The four major components of the fiber optic patch cord:

  • Jacket – The jacket is the external covering of the fiber optic cable. While it offers protection, its primary purpose is not to provide strength. Essentially, the jacket holds all components together: the aramid strength members and buffered fiber, which encompass the optic fiber.


  • Aramid strength members – Aramid yarns are strong, heat-resistant fibers. In the fiber optic cable assembly, the aramid strength members provide tensile strength from the connector and throughout the cable. For example, during the manufacturing process, as you pull the cable onto the connector, the aramid strength members help to assure the cable and the glass optic fiber won’t break. (Note that aramid strength members are often referred to as Kevlar®, which is a trademarked name for a particular brand of aramid yarn.)

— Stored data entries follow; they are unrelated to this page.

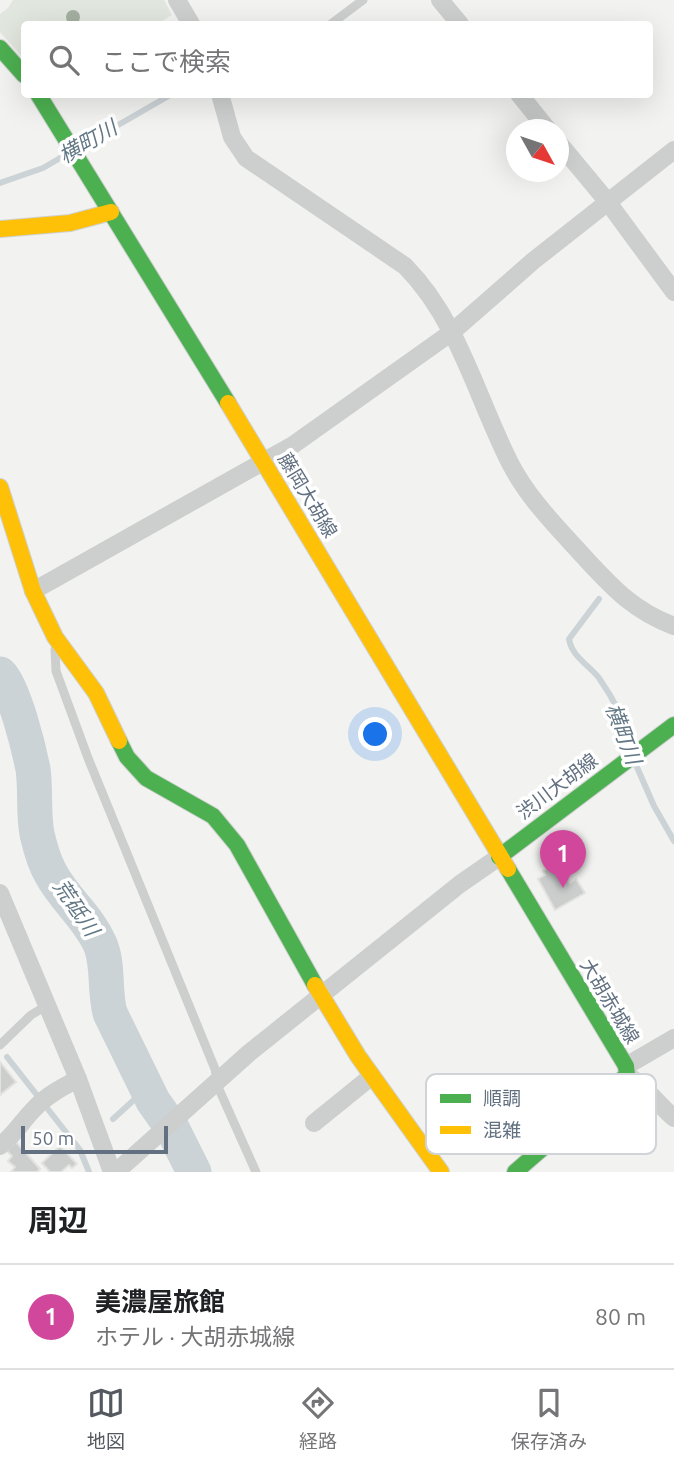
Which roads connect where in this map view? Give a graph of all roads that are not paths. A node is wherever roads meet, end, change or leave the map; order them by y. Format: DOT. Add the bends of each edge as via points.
graph roads {
  1 [pos="177,0"];
  2 [pos="363,0"];
  3 [pos="440,0"];
  4 [pos="189,21"];
  5 [pos="335,21"];
  6 [pos="458,21"];
  7 [pos="0,48"];
  8 [pos="21,72"];
  9 [pos="41,98"];
  10 [pos="221,98"];
  11 [pos="522,98"];
  12 [pos="539,119"];
  13 [pos="674,150"];
  14 [pos="569,155"];
  15 [pos="607,201"];
  16 [pos="111,212"];
  17 [pos="0,229"];
  18 [pos="674,292"];
  19 [pos="452,332"];
  20 [pos="264,463"];
  21 [pos="0,487"];
  22 [pos="33,591"];
  23 [pos="674,626"];
  24 [pos="55,637"];
  25 [pos="674,724"];
  26 [pos="499,857"];
  27 [pos="1,899"];
  28 [pos="321,996"];
  29 [pos="46,1006"];
  30 [pos="674,1038"];
  31 [pos="0,1045"];
  32 [pos="626,1071"];
  33 [pos="623,1074"];
  34 [pos="629,1074"];
  35 [pos="372,1076"];
  36 [pos="78,1079"];
  37 [pos="214,1084"];
  38 [pos="656,1102"];
  39 [pos="674,1118"];
  40 [pos="314,1123"];
  41 [pos="0,1146"];
  42 [pos="426,1151"];
  43 [pos="428,1154"];
  44 [pos="535,1154"];
  45 [pos="116,1171"];
  46 [pos="256,1172"];
  47 [pos="441,1172"];
  48 [pos="515,1172"];
  1 -- 4 [label="street"];
  2 -- 5 [label="lane"];
  3 -- 6 [label="street"];
  7 -- 8 [label="main road"];
  9 -- 16 [label="main road, 藤岡大胡線"];
  10 -- 19 [label="street" via="232,137 246,158 405,266"];
  11 -- 12 [label="street"];
  13 -- 15 [label="street"];
  14 -- 15 [label="street"];
  15 -- 18 [label="street"];
  15 -- 19 [label="street"];
  16 -- 17 [label="main road" via="63,226"];
  16 -- 20 [label="main road, 藤岡大胡線"];
  19 -- 20 [label="street"];
  19 -- 23 [label="street" via="530,497 627,602"];
  20 -- 22 [label="street"];
  20 -- 26 [label="main road, 藤岡大胡線"];
  21 -- 22 [label="main road"];
  22 -- 24 [label="main road"];
  24 -- 28 [label="main road" via="96,692 132,765 146,778 203,808 226,829"];
  24 -- 37 [label="lane" via="56,671 215,1069"];
  25 -- 26 [label="main road, 渋川大胡線"];
  26 -- 28 [label="street"];
  26 -- 32 [label="main road, 大胡赤城線"];
  27 -- 29 [label="street"];
  28 -- 35 [label="main road"];
  28 -- 37 [label="street"];
  29 -- 31 [label="lane" via="31,1014"];
  29 -- 36 [label="street"];
  30 -- 32 [label="street"];
  32 -- 33 [label="main road, 大胡赤城線"];
  32 -- 34 [label="street"];
  35 -- 40 [label="street"];
  35 -- 42 [label="main road"];
  36 -- 41 [label="street" via="42,1102"];
  36 -- 45 [label="street"];
  37 -- 45 [label="street"];
  37 -- 46 [label="lane"];
  38 -- 39 [label="street"];
  43 -- 47 [label="main road"];
  44 -- 48 [label="main road, 大胡赤城線"];
}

  • Buffer coating on the fiber – The glass optic fiber is manufactured with a protective (buffer) coating against damage. Depending on the patch cord’s application, the buffer coating can be a variety of different materials that will offer, for example, resistance to high-temperatures or fire resistance. The buffer also protects the acrylate-coated fiber as it is extruded into the jacket as well as acting as a “seal,” if you will, of that acrylate-coated fiber before splicing or connectorization.


  • Optic fiber – Manufactured from glass or plastic, the optic fiber is an optical waveguide comprised of a light-carrying core and cladding, which traps light in the core. Fiber optic communication systems use either single mode or multimode types.